WORK ORDER:
Would you please return the lines of the material that contain the word "Hollow"?

----

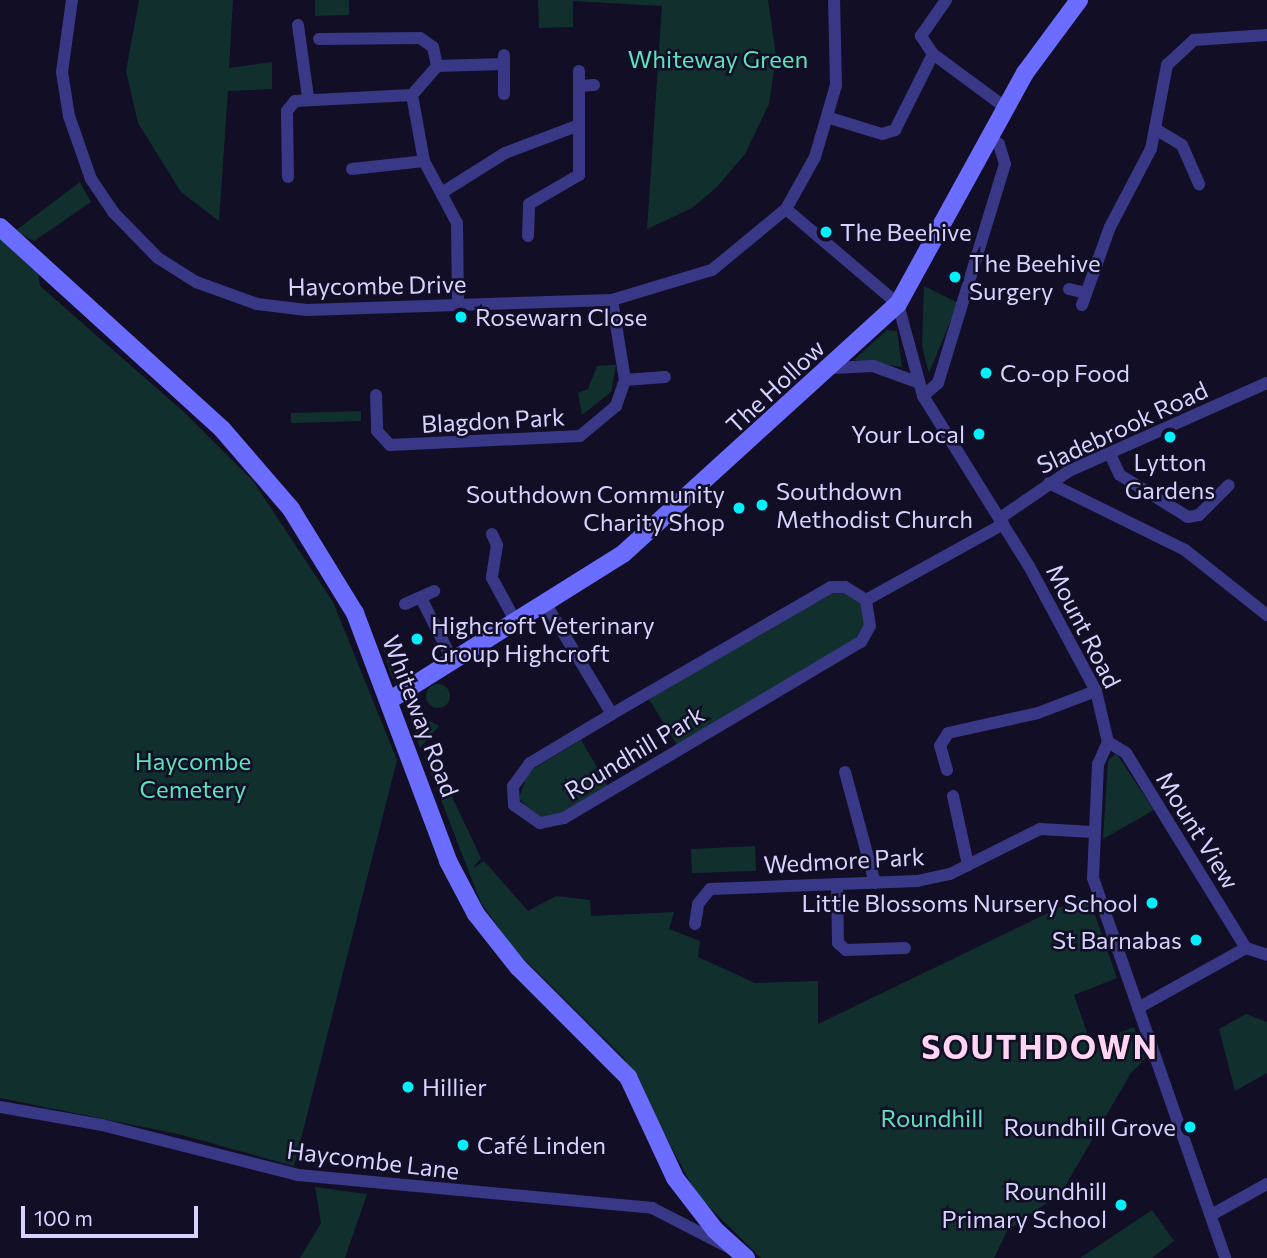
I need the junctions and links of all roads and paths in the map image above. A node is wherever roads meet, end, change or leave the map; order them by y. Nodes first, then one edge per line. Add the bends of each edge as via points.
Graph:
1 (72, 0) edge
2 (834, 0) edge
3 (946, 0) edge
4 (1079, 0) edge
5 (298, 25) dead end
6 (1267, 35) edge
7 (319, 39) dead end
8 (933, 54) junction
9 (437, 66) junction
10 (579, 71) dead end
11 (594, 85) dead end
12 (579, 86) junction
13 (504, 94) dead end
14 (412, 95) junction
15 (308, 97) junction
16 (1005, 107) junction
17 (830, 118) junction
18 (579, 125) junction
19 (1157, 130) junction
20 (988, 137) junction
21 (424, 161) junction
22 (366, 168) junction
23 (352, 169) dead end
24 (288, 177) dead end
25 (367, 182) dead end
26 (1199, 184) dead end
27 (443, 192) junction
28 (786, 209) junction
29 (0, 227) edge
30 (528, 236) dead end
31 (1069, 289) dead end
32 (612, 300) junction
33 (458, 304) junction
34 (898, 304) junction
35 (832, 368) junction
36 (665, 377) dead end
37 (625, 380) junction
38 (917, 382) junction
39 (1267, 383) edge
40 (376, 395) dead end
41 (923, 396) junction
42 (1110, 454) junction
43 (1049, 482) junction
44 (1228, 485) dead end
45 (1002, 521) junction
46 (492, 534) dead end
47 (434, 591) dead end
48 (421, 597) junction
49 (866, 600) junction
50 (405, 604) dead end
51 (547, 606) junction
52 (1267, 615) edge
53 (517, 624) junction
54 (454, 663) junction
55 (1096, 691) junction
56 (390, 700) junction
57 (612, 714) junction
58 (1108, 742) junction
59 (947, 770) dead end
60 (845, 772) dead end
61 (953, 796) dead end
62 (1093, 831) junction
63 (968, 865) junction
64 (875, 883) junction
65 (836, 886) junction
66 (695, 924) dead end
67 (905, 948) dead end
68 (1246, 948) junction
69 (1267, 955) edge
70 (1138, 1008) junction
71 (0, 1107) edge
72 (1267, 1184) edge
73 (1213, 1214) junction
74 (742, 1255) edge
75 (1225, 1258) edge

1 - 33 street, Haycombe Drive via 62,72 79,152 113,212 158,258 229,296 279,308
2 - 17 street, Haycombe Drive via 838,52
3 - 8 street via 921,36
4 - 16 street, The Hollow
5 - 15 street
6 - 19 street via 1208,37 1178,50 1161,84
7 - 9 street via 420,38 433,47
8 - 16 street
8 - 17 street via 890,134
9 - 13 street via 504,60
9 - 14 street
10 - 12 street
11 - 12 street
12 - 18 street
14 - 15 street
14 - 21 street
15 - 24 street via 287,111
16 - 20 street, The Hollow
17 - 28 street, Haycombe Drive
18 - 27 street via 505,153
18 - 30 street via 579,175 529,204
19 - 26 street via 1182,145
19 - 31 street via 1084,299
20 - 34 street, The Hollow
20 - 41 street via 999,144 1005,164 938,383
21 - 22 street
21 - 27 street
22 - 23 street
22 - 25 street
27 - 33 street via 457,223
28 - 32 street, Haycombe Drive via 712,270
28 - 34 street
29 - 56 street, Whiteway Road via 163,372 264,475 355,613
32 - 33 street, Haycombe Drive
32 - 37 street
34 - 35 street, The Hollow
34 - 38 street, Mount Road
35 - 38 street via 873,366
35 - 51 street, The Hollow via 652,531
36 - 37 street
37 - 40 street, Blagdon Park via 615,407 580,436 390,445 377,431
38 - 41 street, Mount Road
39 - 42 street, Sladebrook Road
41 - 45 street, Mount Road
42 - 43 street, Sladebrook Road
42 - 44 street via 1120,475 1188,517 1199,514
43 - 45 street, Sladebrook Road
43 - 52 street via 1185,550
45 - 49 street
45 - 55 street, Mount Road
46 - 53 street via 497,545 492,579
47 - 48 street
48 - 50 street
48 - 54 street
49 - 57 street, Roundhill Park via 845,587 831,587
49 - 57 street, Roundhill Park via 870,626 861,642 564,818 540,823 524,817 512,795 518,774
51 - 53 street, The Hollow
51 - 57 street, Roundhill Park
53 - 54 street, The Hollow
54 - 56 street, The Hollow
55 - 58 street, Mount Road
55 - 59 street via 1038,713 948,733 940,746
56 - 74 street, Whiteway Road via 448,861 476,914 518,967 622,1069 675,1178
58 - 62 street via 1098,764
58 - 68 street, Mount View via 1126,753
60 - 64 street
61 - 63 street
62 - 63 street, Wedmore Park via 1040,829
62 - 70 street via 1093,878
63 - 64 street, Wedmore Park via 917,881
64 - 65 street, Wedmore Park
65 - 66 street, Wedmore Park via 710,889 698,904
65 - 67 street via 838,943 846,950
68 - 69 street
68 - 70 street
70 - 73 street
71 - 74 street, Haycombe Lane via 102,1125 298,1175 652,1208
72 - 73 street
73 - 75 street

----

SOLUTION TO THIS PROBLEM:
4 - 16 street, The Hollow
16 - 20 street, The Hollow
20 - 34 street, The Hollow
34 - 35 street, The Hollow
35 - 51 street, The Hollow via 652,531
51 - 53 street, The Hollow
53 - 54 street, The Hollow
54 - 56 street, The Hollow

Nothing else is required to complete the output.